I would like you to restate each record word for word.

▶ [DATASET RECORDS]

▼▼▼

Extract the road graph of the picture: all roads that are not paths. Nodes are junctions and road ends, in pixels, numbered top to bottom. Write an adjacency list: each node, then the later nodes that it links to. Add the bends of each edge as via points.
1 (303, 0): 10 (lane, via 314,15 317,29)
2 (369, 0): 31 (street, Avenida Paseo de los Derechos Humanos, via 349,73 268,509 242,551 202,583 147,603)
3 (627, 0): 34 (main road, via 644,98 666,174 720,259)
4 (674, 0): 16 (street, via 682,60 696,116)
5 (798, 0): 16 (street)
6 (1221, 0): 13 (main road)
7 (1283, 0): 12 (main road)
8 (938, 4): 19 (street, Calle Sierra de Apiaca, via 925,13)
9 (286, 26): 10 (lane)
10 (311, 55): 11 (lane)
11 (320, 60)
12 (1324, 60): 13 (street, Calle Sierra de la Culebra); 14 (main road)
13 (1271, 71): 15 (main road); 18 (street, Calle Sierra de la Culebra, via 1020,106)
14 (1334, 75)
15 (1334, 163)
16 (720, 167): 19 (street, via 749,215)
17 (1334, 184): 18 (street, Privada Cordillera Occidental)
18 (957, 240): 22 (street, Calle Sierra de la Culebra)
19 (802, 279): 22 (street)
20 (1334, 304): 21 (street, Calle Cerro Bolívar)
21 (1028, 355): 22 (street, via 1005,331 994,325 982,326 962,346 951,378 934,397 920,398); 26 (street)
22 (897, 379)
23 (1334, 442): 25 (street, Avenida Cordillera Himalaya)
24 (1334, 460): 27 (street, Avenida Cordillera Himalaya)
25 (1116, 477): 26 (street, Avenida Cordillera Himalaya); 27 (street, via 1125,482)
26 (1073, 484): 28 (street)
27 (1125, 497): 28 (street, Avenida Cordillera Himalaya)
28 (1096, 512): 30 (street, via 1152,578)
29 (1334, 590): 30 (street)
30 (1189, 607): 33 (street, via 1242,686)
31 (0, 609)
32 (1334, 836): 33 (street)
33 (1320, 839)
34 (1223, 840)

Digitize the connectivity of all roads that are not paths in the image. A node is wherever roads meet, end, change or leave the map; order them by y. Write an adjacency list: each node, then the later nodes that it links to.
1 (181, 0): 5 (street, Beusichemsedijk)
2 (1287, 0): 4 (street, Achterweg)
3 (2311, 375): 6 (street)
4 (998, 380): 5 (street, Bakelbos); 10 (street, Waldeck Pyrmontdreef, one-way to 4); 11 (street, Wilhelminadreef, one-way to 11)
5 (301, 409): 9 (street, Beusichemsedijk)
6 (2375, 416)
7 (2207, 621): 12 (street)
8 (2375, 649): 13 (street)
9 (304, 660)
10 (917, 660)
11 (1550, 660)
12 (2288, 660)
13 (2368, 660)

▲▲▲

▶ [ANSWER SECTION]
Extract the road graph of the picture: all roads that are not paths. Nodes are junctions and road ends, in pixels, numbered top to bottom. Write an adjacency list: each node, then the later nodes that it links to. Add the bends of each edge as via points.
1 (303, 0): 10 (lane, via 314,15 317,29)
2 (369, 0): 31 (street, Avenida Paseo de los Derechos Humanos, via 349,73 268,509 242,551 202,583 147,603)
3 (627, 0): 34 (main road, via 644,98 666,174 720,259)
4 (674, 0): 16 (street, via 682,60 696,116)
5 (798, 0): 16 (street)
6 (1221, 0): 13 (main road)
7 (1283, 0): 12 (main road)
8 (938, 4): 19 (street, Calle Sierra de Apiaca, via 925,13)
9 (286, 26): 10 (lane)
10 (311, 55): 11 (lane)
11 (320, 60)
12 (1324, 60): 13 (street, Calle Sierra de la Culebra); 14 (main road)
13 (1271, 71): 15 (main road); 18 (street, Calle Sierra de la Culebra, via 1020,106)
14 (1334, 75)
15 (1334, 163)
16 (720, 167): 19 (street, via 749,215)
17 (1334, 184): 18 (street, Privada Cordillera Occidental)
18 (957, 240): 22 (street, Calle Sierra de la Culebra)
19 (802, 279): 22 (street)
20 (1334, 304): 21 (street, Calle Cerro Bolívar)
21 (1028, 355): 22 (street, via 1005,331 994,325 982,326 962,346 951,378 934,397 920,398); 26 (street)
22 (897, 379)
23 (1334, 442): 25 (street, Avenida Cordillera Himalaya)
24 (1334, 460): 27 (street, Avenida Cordillera Himalaya)
25 (1116, 477): 26 (street, Avenida Cordillera Himalaya); 27 (street, via 1125,482)
26 (1073, 484): 28 (street)
27 (1125, 497): 28 (street, Avenida Cordillera Himalaya)
28 (1096, 512): 30 (street, via 1152,578)
29 (1334, 590): 30 (street)
30 (1189, 607): 33 (street, via 1242,686)
31 (0, 609)
32 (1334, 836): 33 (street)
33 (1320, 839)
34 (1223, 840)

Digitize the connectivity of all roads that are not paths in the image. A node is wherever roads meet, end, change or leave the map; order them by y. Write an adjacency list: each node, then the later nodes that it links to.
1 (181, 0): 5 (street, Beusichemsedijk)
2 (1287, 0): 4 (street, Achterweg)
3 (2311, 375): 6 (street)
4 (998, 380): 5 (street, Bakelbos); 10 (street, Waldeck Pyrmontdreef, one-way to 4); 11 (street, Wilhelminadreef, one-way to 11)
5 (301, 409): 9 (street, Beusichemsedijk)
6 (2375, 416)
7 (2207, 621): 12 (street)
8 (2375, 649): 13 (street)
9 (304, 660)
10 (917, 660)
11 (1550, 660)
12 (2288, 660)
13 (2368, 660)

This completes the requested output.